Saturday, May 28, 2011

Love

I feel like anytime I sit down to write, my thoughts are so scattered and this would turn into one of the longest posts EVER. So, instead I will just share some verses. Afterall, they do not return void and my words SURELY will. So a big focus area in my life right now is love. Not the romantic type, despite the efforts of the elderly ladies in my church. The type of love that I am not able to understand apart from understanding the Gospel and the love of Christ. Literally anytime I think of love I am pulled to evaluate what I really mean by saying it and is it the same type of love Christ displays. The more I have grown to understand the love of Christ the more heartbreaking it is to look at the definition put out by our culture. The conditional, self-seeking, unenduring definition of love. So I share these verses just to shed some light on what love really is and what it is not.

"...God is love." 1 John 4:8 If God IS love, then apart from Him I can not know what love truly is.

"We love because he first loved us." 1 John 4:19

"but God shows his love for us in that while we were still sinners, Christ died for us." Romans 5:8 This is how he loved me FIRST. I didn't love Him and he died for me.

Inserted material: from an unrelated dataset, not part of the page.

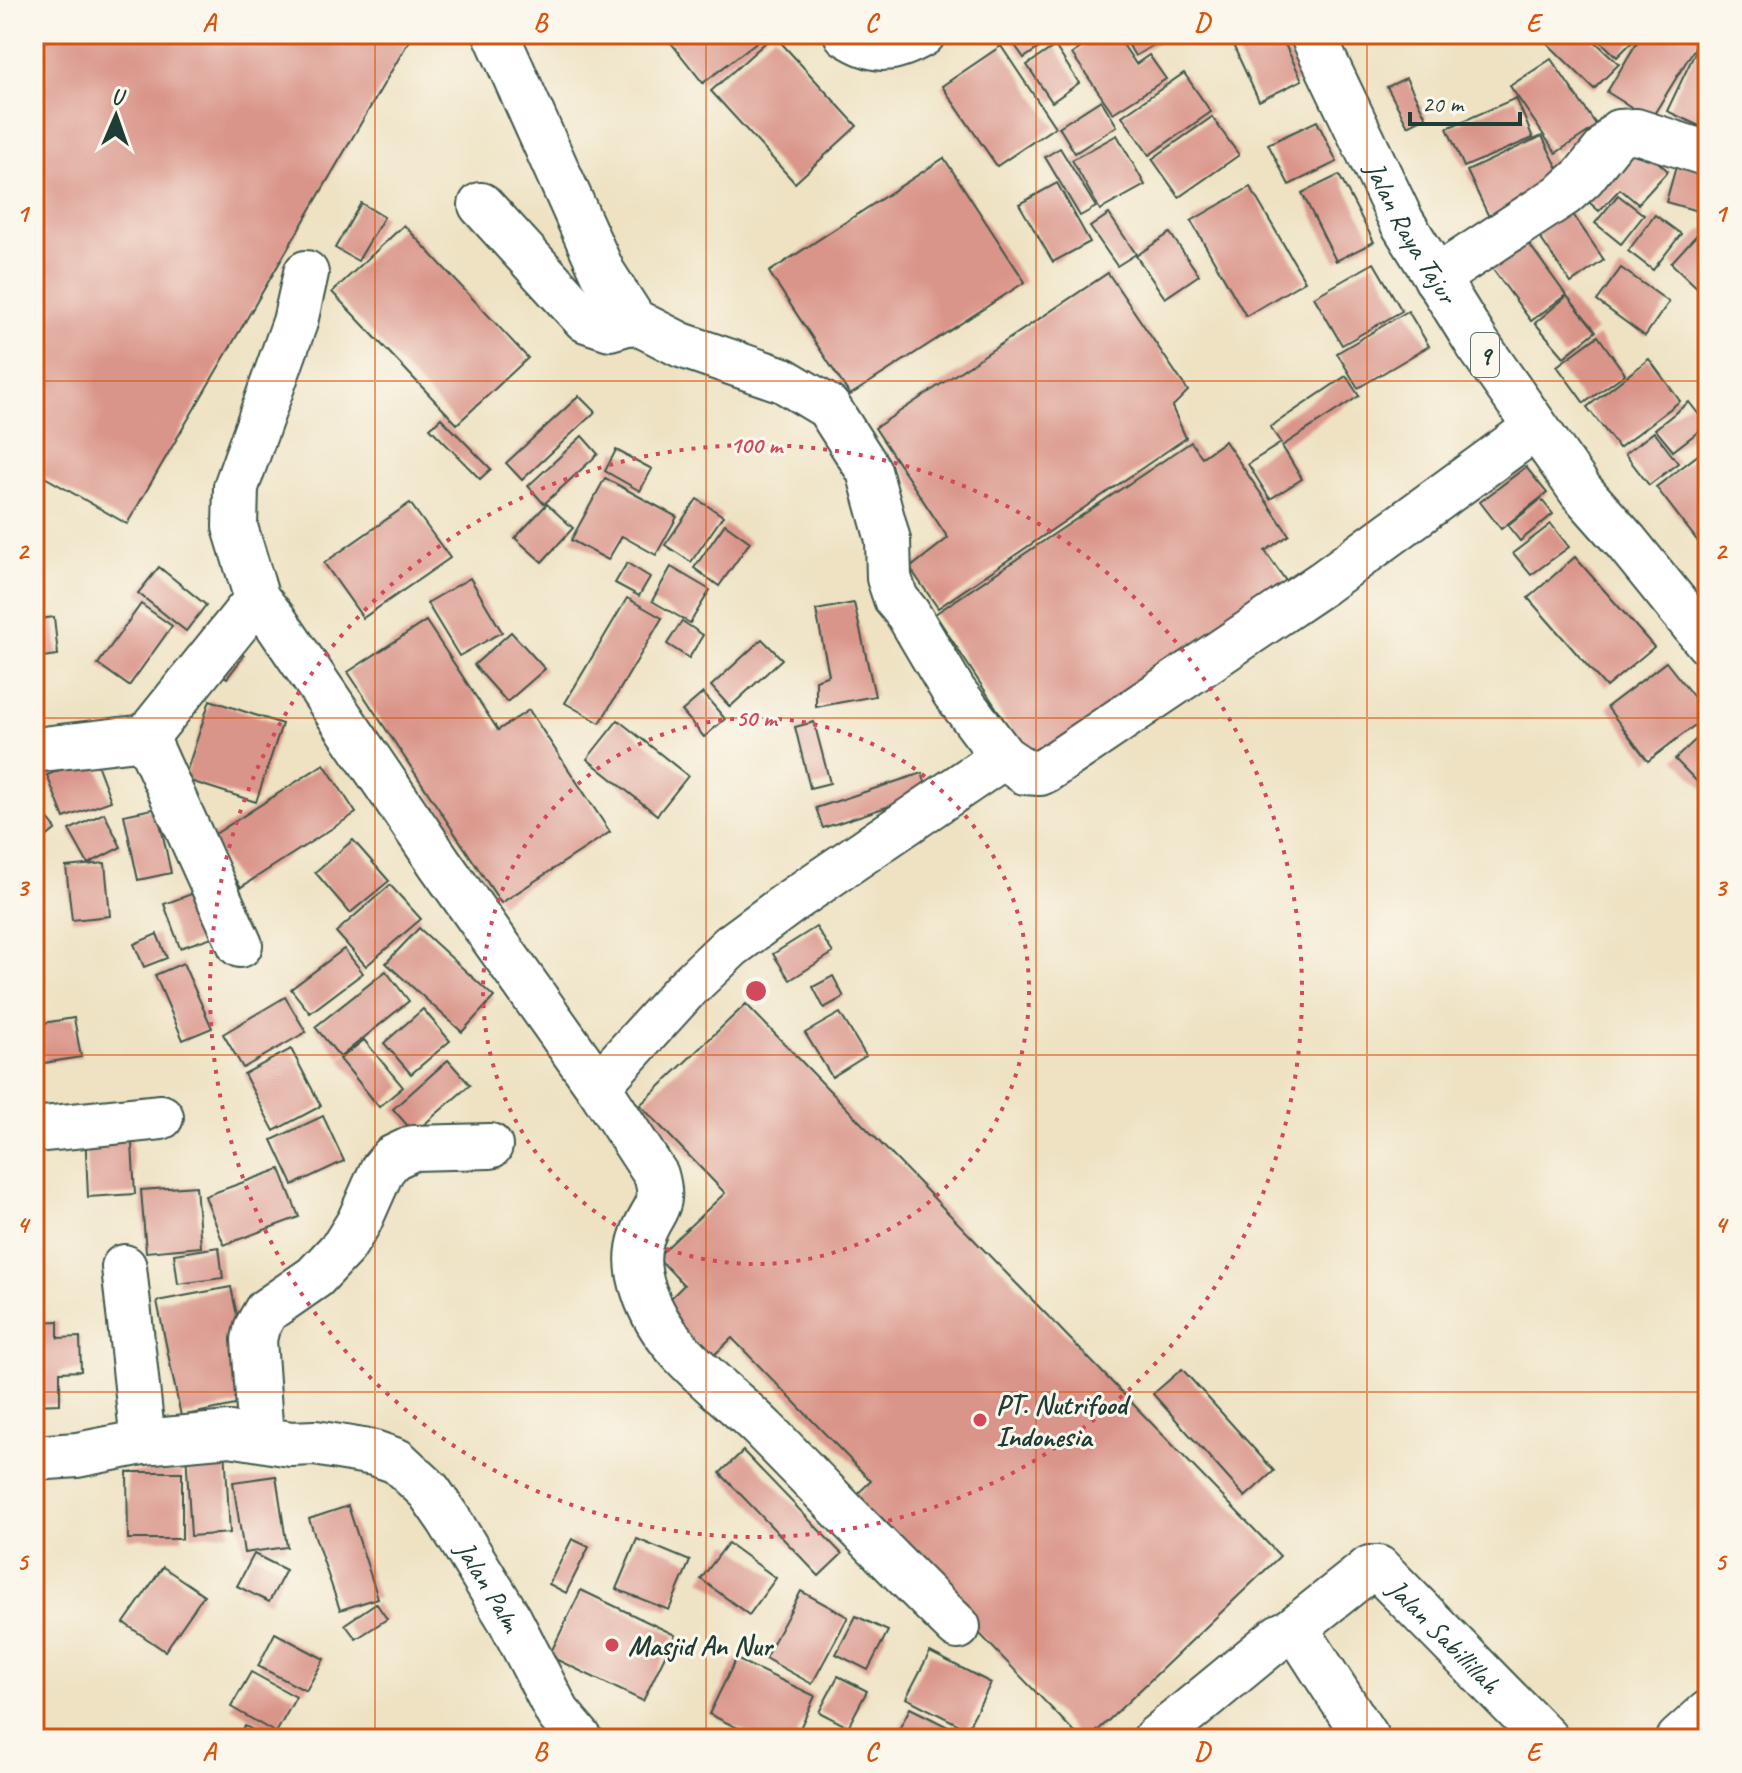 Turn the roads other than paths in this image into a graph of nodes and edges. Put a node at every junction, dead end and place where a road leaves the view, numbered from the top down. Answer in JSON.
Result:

"If you love those who love you, what benefit is that to you? For even sinners love those who love them. And if you do good to those who do good to you, what benefit is that to you? For even sinners do the same...But love your enemies, and do good, and lend, expecting nothing in return, and your reward will be great, and you will be sons of the Most High, for he is kind to the ungrateful and the evil. Be merciful, even as your Father is merciful." Luke 6:32-33;35-36 Christ demonstrated His love for us (Romans 5:8) so that through Him we may be able to demonstrate the same type of love to everyone.

"For the love of Christ controls us, because we have concluded this: that one has died for all, therefore all have died; and he died for all, that those who live might no longer live for themselves but for him who for their sake died and was raised." Colossians 5:14-15

"Satisfy us in the morning with your steadfast love that we may rejoice and be glad all of our days." Psalm 90:14

"Because your steadfast love is better than life, my lips will praise you." Psalm 63:3

Please know that the only thing in our lives that will never change is God's love for us. That's for certain. It is from everlasting to everlasting. And understanding that love, as hard as it may be sometimes, is huge in living the life in the joy and peace that Christ intended for us no matter what our circumstances are, how bad someone has hurt us, or how much we think we may have the "right" to not love, because God (being perfect, righteous, and holy) has the ultimate "right" to not love but loves us anyway. Think about it. :)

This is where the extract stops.